Выбрать главу

— Дай-то Бог! — прошептала Матильда.

Она, как ни странно, ушла успокоенная. Андреино еще раз поддержал ее. Ну конечно, без точных доказательств нельзя. К тому же очень возможно, что все эти ужасы скоро прекратятся сами собой: у преступника иссякнут силы.

Нотариус же пребывал в нешуточной тревоге. Матильда взвалила на него проблему, которой ему только и недоставало в его-то годы. Единственное утешение: точки над «i» все же не расставлены.

Разумеется, образ Энеа — воителя и поэта, — нарисованный Коламеле, был далек от реальности. И тем не менее настоящий Энеа способен был заметить, что вокруг него творится что-то странное.

С некоторых пор Коламеле вдруг взял манеру по утрам лично приносить ему текущие дела. И, отдав все распоряжения, мерил его долгим и пристальным взглядом своих подслеповатых глаз.

Или же, опершись руками на письменный стол, заводил какие-то дурацкие, никому не нужные разговоры.

— Тебе выпала честь принадлежать к знатному роду, и это в известной мере накладывает на тебя обязательства. Твое поведение должно быть безупречно, чтобы у людей не возникало ни малейшего повода для сплетен.

В окружении Энеа все предпочитали иносказания и недомолвки ясности и определенности, однако сам он так и не выучился этому Эзопову языку. Поэтому сидел и терпеливо ждал, когда его шеф либо соизволит высказаться без обиняков, либо удалится, предоставив ему наконец заняться работой.

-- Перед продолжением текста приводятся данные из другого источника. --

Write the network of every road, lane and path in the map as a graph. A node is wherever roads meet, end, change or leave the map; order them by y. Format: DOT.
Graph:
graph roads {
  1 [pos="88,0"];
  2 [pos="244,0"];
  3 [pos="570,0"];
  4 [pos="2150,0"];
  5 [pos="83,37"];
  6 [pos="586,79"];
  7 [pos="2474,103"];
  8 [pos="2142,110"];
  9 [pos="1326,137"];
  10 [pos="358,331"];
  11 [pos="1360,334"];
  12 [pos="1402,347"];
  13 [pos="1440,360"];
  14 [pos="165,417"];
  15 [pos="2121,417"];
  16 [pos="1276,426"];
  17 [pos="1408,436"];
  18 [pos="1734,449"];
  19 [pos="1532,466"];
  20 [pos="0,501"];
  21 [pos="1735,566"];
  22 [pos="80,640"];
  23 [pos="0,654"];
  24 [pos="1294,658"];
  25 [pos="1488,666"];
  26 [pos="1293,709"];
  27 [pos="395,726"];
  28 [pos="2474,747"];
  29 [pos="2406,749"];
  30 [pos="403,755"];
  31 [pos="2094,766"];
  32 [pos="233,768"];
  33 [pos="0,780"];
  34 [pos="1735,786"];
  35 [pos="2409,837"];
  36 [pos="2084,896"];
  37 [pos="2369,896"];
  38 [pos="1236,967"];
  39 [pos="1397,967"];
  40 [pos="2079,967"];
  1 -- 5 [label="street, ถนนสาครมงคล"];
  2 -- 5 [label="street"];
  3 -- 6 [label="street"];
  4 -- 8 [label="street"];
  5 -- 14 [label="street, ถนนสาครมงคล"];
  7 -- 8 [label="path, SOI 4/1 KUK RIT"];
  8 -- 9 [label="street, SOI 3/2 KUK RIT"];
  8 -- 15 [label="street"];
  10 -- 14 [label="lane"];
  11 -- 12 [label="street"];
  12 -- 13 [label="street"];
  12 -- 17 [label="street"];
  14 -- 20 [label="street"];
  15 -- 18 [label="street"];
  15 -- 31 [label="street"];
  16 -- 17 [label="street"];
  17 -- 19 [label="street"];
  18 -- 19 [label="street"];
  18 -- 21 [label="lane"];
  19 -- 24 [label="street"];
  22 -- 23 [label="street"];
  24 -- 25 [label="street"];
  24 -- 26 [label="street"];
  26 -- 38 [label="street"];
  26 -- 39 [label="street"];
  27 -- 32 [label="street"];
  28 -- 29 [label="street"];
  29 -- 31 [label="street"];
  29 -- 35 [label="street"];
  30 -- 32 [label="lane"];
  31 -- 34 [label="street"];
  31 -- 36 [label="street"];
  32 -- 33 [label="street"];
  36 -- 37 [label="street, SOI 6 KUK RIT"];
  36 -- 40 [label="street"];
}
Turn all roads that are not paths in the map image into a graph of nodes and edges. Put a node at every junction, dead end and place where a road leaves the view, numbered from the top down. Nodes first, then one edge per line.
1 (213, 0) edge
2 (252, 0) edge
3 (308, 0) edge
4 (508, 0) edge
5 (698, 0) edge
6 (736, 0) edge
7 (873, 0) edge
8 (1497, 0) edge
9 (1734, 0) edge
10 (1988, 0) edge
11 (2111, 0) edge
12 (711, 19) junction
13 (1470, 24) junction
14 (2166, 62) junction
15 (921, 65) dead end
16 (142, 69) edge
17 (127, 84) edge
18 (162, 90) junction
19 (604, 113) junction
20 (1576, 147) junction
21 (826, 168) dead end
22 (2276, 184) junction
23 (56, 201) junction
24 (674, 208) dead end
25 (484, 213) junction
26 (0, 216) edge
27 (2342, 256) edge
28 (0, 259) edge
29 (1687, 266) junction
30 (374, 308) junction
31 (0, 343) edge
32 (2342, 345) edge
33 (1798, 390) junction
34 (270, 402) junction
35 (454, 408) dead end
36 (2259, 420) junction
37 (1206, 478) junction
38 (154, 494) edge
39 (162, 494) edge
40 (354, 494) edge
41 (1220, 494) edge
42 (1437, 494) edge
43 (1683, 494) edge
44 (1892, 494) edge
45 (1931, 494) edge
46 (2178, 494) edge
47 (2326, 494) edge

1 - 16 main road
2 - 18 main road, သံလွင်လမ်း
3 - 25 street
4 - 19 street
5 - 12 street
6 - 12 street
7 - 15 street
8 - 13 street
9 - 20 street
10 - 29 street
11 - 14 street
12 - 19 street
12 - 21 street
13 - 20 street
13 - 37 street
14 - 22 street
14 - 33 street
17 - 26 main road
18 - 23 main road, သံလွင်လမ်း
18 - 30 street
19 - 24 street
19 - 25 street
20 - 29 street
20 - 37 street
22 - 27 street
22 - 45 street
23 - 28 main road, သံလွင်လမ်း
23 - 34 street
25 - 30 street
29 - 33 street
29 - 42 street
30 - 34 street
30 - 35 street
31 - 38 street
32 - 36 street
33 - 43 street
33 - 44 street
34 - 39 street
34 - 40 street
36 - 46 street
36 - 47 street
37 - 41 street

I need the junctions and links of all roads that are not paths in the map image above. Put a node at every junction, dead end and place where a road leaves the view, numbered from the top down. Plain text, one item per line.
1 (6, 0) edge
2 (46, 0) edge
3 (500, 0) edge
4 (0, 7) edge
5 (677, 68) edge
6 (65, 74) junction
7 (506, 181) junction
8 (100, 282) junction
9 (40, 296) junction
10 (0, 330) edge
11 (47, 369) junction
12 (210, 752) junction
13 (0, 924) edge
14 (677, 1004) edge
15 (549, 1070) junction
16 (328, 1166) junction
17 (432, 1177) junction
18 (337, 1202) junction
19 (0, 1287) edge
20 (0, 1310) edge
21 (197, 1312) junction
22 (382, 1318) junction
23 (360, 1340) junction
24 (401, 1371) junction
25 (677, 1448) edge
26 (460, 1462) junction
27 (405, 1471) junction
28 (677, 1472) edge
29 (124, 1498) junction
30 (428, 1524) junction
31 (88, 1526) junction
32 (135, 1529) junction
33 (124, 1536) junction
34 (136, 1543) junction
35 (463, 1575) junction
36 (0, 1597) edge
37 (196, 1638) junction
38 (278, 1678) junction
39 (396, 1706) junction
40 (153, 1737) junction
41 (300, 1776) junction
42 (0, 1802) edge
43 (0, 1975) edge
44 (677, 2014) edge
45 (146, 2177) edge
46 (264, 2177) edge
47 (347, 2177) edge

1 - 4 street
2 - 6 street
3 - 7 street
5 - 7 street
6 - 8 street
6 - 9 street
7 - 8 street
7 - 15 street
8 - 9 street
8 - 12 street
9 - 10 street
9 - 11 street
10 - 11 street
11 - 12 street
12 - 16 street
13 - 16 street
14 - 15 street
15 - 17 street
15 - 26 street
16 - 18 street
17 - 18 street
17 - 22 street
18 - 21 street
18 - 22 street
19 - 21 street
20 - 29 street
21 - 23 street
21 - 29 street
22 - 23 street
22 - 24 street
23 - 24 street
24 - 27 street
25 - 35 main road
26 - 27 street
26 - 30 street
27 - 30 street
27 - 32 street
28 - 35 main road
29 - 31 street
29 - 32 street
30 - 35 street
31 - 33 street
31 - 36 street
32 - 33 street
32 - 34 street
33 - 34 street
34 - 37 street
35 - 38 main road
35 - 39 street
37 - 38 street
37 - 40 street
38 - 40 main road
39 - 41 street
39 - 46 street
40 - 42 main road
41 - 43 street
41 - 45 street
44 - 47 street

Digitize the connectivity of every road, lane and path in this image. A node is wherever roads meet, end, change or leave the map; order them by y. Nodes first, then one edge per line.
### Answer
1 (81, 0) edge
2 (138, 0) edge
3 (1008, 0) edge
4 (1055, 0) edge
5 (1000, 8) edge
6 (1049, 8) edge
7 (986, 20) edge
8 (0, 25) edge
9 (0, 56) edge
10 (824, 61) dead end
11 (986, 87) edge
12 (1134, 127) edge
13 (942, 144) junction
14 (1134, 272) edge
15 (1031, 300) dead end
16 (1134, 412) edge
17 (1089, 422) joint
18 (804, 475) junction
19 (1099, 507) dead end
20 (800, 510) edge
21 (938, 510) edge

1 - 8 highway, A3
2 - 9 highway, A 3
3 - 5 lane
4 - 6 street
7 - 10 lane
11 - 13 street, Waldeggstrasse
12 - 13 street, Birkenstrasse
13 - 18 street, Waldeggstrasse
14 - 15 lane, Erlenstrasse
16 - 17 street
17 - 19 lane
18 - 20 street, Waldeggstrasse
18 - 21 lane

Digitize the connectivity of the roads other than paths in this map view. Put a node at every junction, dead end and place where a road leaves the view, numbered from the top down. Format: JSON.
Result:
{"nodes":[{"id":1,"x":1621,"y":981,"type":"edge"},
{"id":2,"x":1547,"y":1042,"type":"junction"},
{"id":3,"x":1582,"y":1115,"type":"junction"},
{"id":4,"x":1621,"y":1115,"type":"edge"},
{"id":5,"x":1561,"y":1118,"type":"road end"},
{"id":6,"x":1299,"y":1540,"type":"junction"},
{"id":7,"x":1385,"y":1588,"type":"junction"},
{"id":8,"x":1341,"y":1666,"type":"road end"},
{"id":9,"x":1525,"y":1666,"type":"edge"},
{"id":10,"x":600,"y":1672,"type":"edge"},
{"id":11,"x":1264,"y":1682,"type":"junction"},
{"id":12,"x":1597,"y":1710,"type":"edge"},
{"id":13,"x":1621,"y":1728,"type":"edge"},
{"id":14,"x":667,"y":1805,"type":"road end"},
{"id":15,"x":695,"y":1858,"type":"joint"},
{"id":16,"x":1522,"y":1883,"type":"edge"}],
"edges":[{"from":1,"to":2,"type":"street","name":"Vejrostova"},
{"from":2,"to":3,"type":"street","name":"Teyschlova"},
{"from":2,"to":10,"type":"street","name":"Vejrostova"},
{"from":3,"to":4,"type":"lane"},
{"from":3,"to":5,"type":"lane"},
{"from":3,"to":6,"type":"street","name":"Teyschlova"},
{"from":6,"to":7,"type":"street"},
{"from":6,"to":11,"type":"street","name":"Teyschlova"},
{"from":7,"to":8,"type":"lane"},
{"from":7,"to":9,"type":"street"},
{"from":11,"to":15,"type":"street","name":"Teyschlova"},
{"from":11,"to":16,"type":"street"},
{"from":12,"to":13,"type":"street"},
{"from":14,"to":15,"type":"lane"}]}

Кроме династических обязанностей, казалось, особенно занимала нотариуса еще одна тема — женщины. Тут его намеки уже становились более прозрачными, а порой и жестокими.

— Когда-то и я был молод, — говорил он, — и, поверь, отлично помню терзания плоти. Ты, мой милый, тоже уж не мальчик и должен сознавать, что не принадлежишь к тому типу мужчин, от которых женщины теряют голову. Ты умен, воспитан, благороден, но ведь ты и сам, наверное, слышал, что не это их притягивает.

К тому же Коламеле всячески внушал ему, что разница в возрасте между мужчиной и женщиной не должна превышать десяти лет, в чем сам был непоколебимо убежден, не давая на этот счет никаких пояснений. Это аксиома, считал он, и всякому мужчине, по его мнению, следовало задуматься, что удерживает рядом с ним женщину, которая намного его моложе. Еще куда ни шло, если он это сознает и открывает кошелек, лишь когда сам находит нужным, но в большинстве случаев девчонке удается так вскружить голову своему содержателю, что тот готов пуститься во все тяжкие, потерять рассудок.

Энеа понимал, к чему он клонит, и не сомневался в том, что все это говорится из добрых побуждений, однако ему и в голову не пришло всерьез прислушаться к доводам нотариуса. Он лишь кивал из вежливости, бормотал что-то похожее на согласие и дожидался окончания нотации.

20

Спокойствие, обретенное после беседы с Коламеле, покинуло Матильду еще до того, как она переступила порог дома. Ей вдруг представился чудовищный скандал, о котором говорил нотариус, проклятие всему старинному роду, напечатанное огромными черными буквами на плакатах и выставленное у газетных киосков. В воображении представал убийца, привязанный к кровати четырьмя ремнями в одиночной камере без окон — такую будущность в случае поимки напророчил ему Энеа, — совершенно потерявшее разум существо без лица и без имени, но все же чем-то глубоко родное ей, Матильде.

Казалось, все это она уже пережила наяву, репортеры осаждают дом, суют ей в рот микрофоны, соседи показывают на нее пальцами, как на невиданное чудовище, мучительно долго длится процесс, где на все лады склоняют имена ее, и сына, и покойного Нанни.

В этот вечер по телевизору она впервые увидела фоторобот, составленный полицией на основе показаний одного свидетеля, который утверждал, будто видел мельком убийцу. Квадратная голова, маленькие, близко посаженные глаза, скошенный лоб с большими залысинами. Матильда оторопела: ничего общего с Энеа, скорее, похож на мужа Каламбрины.

Со дня последнего преступления прошел ровно месяц, и новое событие всколыхнуло людей. Под почтовым ящиком возле отделения связи, опять-таки в районе больницы Санто-Джованни, нашли вторую пулю.

Она оказалась того же калибра, что и первая. Итак, все сомнения рассеялись: преступник специально напоминал о себе. Устав физически и морально, он, может быть, сам того не сознавая, наводил на свой след, с тем чтобы его остановили.